The muscle was now strong with “God deserves for me to release this trauma,” but was weak with “It is safe for me to release this trauma.”

Joe started looking back at his past life as Molly and thought that maybe holding on to the trauma guaranteed that he won’t drink when feeling devastated, will be kind and supportive to fellow actors, and will be careful around fire.

He came up with the affirmation: “I choose to believe that I can do all of these without needing to hold on to this trauma. I don’t like to drink. I can be kind and supportive and loving to the people close to me and careful around fire and around other potentially dangerous things. So, I choose to believe it is safe for me to release this trauma, and this is my choice.”

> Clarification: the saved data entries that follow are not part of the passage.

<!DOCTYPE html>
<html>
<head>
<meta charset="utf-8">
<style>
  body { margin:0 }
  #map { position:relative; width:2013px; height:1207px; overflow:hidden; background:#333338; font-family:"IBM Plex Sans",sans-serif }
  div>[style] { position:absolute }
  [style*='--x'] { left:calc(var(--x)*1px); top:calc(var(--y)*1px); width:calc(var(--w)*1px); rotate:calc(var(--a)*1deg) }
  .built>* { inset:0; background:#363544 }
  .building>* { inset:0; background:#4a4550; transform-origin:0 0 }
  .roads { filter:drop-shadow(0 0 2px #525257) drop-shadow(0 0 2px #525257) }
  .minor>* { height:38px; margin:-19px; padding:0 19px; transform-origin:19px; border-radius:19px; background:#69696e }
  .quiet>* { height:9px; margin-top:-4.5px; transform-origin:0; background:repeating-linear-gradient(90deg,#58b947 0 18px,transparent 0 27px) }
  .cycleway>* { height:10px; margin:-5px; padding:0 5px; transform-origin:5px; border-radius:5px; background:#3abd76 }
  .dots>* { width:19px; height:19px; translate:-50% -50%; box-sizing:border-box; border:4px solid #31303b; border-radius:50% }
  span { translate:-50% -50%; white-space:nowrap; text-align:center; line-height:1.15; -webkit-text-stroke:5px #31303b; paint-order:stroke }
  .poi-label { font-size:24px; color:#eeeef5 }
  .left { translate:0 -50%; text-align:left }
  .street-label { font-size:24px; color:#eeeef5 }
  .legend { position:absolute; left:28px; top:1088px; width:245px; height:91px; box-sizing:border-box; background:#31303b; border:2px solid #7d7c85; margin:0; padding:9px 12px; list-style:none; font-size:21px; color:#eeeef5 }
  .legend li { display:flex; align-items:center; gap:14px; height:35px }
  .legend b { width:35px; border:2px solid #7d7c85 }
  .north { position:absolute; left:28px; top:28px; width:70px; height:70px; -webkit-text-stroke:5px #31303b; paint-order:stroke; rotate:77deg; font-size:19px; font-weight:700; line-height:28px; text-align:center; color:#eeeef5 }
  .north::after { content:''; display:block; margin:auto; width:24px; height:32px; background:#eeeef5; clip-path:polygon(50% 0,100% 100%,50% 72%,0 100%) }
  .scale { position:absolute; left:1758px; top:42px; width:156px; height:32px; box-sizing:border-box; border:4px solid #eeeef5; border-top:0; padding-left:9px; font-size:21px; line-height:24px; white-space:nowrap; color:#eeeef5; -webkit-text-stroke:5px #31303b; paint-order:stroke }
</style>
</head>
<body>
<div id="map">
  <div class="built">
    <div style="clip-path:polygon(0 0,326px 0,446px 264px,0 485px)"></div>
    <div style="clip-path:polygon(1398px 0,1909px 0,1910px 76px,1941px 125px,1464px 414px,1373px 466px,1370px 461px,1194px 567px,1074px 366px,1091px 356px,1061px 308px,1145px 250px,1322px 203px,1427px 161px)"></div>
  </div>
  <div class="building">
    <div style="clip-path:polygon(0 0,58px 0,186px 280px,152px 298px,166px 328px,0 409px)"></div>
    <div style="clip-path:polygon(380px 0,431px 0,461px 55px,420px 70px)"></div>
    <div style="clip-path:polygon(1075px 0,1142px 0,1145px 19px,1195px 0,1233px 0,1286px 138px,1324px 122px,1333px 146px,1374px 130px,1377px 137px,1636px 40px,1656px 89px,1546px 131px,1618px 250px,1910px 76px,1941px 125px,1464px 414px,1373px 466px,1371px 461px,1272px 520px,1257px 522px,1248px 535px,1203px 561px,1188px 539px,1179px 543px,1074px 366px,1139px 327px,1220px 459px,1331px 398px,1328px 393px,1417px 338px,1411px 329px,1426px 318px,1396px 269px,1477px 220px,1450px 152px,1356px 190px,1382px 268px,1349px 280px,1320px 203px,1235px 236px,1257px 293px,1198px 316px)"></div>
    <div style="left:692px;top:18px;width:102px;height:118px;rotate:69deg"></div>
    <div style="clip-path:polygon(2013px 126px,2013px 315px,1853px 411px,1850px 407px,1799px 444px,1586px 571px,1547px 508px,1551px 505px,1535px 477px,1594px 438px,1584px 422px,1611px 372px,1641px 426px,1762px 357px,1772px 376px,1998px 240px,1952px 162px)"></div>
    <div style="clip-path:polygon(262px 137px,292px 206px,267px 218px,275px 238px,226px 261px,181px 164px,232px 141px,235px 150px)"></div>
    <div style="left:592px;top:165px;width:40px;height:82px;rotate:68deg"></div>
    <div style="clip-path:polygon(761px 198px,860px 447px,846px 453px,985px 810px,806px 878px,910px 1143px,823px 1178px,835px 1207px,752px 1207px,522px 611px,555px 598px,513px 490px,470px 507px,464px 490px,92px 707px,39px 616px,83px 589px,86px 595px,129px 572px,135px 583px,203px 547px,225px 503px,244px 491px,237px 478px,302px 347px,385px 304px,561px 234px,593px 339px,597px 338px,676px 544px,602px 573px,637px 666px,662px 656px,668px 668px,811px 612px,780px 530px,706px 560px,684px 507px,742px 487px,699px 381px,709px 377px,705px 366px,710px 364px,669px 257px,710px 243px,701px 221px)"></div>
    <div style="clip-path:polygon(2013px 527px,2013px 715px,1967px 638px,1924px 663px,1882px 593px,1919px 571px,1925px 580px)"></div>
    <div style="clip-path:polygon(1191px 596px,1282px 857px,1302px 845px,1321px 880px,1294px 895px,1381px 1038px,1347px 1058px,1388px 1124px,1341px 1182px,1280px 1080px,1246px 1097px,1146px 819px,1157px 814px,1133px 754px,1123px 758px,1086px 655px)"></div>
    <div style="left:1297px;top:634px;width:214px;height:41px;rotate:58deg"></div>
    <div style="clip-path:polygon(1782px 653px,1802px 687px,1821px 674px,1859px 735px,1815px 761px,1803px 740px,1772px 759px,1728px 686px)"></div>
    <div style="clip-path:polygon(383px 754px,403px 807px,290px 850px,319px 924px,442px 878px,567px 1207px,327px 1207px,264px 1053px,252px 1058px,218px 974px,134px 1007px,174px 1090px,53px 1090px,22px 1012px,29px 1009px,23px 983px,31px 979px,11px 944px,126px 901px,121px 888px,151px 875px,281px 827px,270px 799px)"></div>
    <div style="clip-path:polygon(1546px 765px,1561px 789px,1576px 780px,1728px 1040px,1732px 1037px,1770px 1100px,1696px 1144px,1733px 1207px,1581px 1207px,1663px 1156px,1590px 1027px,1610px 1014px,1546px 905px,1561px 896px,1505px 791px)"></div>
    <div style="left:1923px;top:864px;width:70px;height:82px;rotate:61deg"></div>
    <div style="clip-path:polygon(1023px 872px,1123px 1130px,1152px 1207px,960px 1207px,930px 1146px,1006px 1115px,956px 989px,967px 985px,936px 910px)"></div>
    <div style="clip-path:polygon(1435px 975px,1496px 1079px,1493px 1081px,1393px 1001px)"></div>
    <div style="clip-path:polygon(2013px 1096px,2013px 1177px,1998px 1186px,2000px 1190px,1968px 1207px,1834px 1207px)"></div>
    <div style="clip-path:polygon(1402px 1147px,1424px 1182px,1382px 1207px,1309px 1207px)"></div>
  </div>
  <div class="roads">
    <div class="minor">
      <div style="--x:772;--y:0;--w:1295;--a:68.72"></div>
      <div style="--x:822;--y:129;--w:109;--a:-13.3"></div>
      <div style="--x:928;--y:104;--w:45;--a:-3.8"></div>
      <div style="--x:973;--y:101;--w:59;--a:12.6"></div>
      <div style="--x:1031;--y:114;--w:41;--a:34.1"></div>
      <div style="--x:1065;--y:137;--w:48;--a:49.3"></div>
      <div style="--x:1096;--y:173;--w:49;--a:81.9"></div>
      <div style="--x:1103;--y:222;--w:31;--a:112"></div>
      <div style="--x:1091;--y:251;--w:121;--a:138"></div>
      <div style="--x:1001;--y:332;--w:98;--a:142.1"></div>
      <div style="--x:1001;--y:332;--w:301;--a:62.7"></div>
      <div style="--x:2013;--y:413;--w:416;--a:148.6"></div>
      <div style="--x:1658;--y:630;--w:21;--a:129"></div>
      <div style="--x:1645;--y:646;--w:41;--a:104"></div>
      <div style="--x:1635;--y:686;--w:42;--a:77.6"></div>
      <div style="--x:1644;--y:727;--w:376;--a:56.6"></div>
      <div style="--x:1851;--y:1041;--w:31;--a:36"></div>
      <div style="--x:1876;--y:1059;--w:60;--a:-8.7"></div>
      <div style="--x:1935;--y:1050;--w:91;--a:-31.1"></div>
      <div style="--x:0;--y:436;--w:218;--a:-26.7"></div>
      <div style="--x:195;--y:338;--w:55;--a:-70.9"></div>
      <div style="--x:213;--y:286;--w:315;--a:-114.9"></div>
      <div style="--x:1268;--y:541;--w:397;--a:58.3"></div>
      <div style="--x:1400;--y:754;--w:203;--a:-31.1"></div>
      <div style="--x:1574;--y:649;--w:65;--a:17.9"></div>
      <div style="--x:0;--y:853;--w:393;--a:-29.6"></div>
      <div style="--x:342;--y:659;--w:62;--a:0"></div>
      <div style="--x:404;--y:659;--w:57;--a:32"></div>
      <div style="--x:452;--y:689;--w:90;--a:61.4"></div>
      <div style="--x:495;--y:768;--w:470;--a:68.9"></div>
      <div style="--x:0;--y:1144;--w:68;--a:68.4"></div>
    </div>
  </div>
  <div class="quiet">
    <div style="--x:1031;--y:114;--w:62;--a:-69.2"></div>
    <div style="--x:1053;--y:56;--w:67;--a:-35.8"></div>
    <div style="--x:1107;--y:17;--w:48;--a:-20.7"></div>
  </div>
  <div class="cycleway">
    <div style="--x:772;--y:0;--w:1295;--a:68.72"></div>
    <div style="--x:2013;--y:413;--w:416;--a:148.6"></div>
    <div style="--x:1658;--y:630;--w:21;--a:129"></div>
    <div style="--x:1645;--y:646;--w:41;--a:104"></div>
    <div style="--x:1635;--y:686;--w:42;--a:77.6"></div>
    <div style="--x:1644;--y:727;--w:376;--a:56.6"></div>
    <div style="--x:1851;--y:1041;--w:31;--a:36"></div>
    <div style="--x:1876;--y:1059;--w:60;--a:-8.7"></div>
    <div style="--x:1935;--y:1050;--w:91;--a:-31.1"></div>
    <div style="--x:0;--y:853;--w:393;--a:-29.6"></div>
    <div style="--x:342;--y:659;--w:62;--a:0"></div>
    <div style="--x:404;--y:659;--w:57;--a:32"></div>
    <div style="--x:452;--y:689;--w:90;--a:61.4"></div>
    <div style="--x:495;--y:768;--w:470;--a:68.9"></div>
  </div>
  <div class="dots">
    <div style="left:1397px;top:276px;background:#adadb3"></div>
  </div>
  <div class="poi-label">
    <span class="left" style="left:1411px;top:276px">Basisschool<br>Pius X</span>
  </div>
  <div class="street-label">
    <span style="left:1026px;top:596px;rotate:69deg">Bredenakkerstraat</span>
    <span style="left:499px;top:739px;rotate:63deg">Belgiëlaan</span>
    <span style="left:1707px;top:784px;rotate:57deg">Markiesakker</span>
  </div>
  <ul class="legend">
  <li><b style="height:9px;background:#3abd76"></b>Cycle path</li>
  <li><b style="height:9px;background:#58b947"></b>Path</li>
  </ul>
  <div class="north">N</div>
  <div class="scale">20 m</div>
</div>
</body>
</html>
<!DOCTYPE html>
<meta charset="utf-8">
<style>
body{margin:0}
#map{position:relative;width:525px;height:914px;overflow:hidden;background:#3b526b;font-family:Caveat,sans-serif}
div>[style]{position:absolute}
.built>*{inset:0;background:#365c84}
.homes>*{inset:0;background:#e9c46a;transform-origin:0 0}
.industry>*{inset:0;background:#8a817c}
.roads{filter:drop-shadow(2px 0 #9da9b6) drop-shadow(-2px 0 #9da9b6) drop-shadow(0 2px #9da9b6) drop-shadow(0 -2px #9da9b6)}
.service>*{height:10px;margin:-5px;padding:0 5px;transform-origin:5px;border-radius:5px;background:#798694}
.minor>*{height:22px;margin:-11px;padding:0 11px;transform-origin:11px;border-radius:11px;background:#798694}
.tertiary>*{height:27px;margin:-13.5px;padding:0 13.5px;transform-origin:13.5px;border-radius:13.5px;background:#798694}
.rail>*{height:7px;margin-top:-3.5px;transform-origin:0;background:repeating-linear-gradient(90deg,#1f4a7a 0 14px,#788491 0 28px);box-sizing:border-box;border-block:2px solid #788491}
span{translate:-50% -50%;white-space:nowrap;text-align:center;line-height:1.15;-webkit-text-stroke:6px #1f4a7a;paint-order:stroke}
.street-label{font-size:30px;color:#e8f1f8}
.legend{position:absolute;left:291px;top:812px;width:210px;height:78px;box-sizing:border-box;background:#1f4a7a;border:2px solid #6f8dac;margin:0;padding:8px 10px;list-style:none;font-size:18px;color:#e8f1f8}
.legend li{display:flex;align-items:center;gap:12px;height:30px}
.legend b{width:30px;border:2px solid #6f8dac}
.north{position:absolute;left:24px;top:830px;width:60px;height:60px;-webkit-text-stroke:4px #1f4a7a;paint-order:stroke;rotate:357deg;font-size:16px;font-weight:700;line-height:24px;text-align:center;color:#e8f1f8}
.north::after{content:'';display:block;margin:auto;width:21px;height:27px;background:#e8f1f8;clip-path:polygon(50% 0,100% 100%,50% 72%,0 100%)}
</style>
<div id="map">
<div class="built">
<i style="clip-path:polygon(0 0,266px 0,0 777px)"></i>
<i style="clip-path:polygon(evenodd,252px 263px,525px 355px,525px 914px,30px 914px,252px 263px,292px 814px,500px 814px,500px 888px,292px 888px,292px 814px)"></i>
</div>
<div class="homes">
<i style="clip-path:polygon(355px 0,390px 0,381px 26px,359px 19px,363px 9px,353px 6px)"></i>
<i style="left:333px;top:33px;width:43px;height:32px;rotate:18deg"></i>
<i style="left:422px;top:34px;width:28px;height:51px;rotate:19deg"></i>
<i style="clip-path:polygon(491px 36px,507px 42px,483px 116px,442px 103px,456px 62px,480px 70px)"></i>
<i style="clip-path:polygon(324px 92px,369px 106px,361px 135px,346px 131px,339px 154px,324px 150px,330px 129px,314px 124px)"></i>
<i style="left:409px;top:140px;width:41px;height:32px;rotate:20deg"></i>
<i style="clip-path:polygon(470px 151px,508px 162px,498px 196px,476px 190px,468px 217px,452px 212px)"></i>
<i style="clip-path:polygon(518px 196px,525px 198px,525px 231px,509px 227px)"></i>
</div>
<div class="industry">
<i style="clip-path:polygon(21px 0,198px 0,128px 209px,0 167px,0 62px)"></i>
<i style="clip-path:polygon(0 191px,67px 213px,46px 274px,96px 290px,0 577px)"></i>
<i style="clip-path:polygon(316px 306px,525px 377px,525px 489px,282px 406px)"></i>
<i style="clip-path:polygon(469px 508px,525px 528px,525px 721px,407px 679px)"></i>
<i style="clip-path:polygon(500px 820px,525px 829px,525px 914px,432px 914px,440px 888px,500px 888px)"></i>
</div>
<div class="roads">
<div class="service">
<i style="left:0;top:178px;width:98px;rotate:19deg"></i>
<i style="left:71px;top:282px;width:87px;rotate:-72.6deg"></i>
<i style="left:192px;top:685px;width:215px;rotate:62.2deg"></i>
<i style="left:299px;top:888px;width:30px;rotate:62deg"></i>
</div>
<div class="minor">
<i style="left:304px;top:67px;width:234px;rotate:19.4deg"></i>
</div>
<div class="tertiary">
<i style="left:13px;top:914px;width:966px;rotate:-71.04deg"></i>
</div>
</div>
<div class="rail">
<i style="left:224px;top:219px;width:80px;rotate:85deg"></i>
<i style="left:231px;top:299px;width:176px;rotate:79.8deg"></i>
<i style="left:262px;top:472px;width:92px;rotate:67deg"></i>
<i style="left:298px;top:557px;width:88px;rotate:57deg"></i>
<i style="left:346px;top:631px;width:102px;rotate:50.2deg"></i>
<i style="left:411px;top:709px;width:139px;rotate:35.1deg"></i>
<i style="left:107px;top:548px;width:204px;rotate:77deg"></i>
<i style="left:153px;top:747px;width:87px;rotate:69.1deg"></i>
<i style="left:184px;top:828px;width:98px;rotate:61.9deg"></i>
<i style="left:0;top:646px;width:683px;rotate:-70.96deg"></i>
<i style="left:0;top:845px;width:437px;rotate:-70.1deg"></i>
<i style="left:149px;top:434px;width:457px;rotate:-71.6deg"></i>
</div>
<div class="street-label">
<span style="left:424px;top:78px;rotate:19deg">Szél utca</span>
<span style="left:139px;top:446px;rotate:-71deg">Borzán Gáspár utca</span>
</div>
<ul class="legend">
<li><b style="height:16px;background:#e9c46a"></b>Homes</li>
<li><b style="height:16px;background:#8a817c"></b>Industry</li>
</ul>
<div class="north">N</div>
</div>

Now, the muscle was strong when re-checking, “It is safe for me to release this trauma.” It was also strong with, “I can imagine myself releasing this trauma right away;” with, “There is 100% subconscious support to release this trauma;” and also with, “I want to release this trauma.”

However, it was weak when we checked: “Trauma in Ireland, 20th century.” We checked EMT for different types of interventions to release the energy of the trauma. “Visual Field/Kinesiology” was strong, so we proceeded. It took a long time, about nine minutes, but as all muscles in the visual field became strong, we knew we were done. Indeed, the muscle was strong when we re-checked “Trauma in Ireland, 20th century.”

Joe’s felt that his performance during auditioning significantly improved and his acting career was on the rise.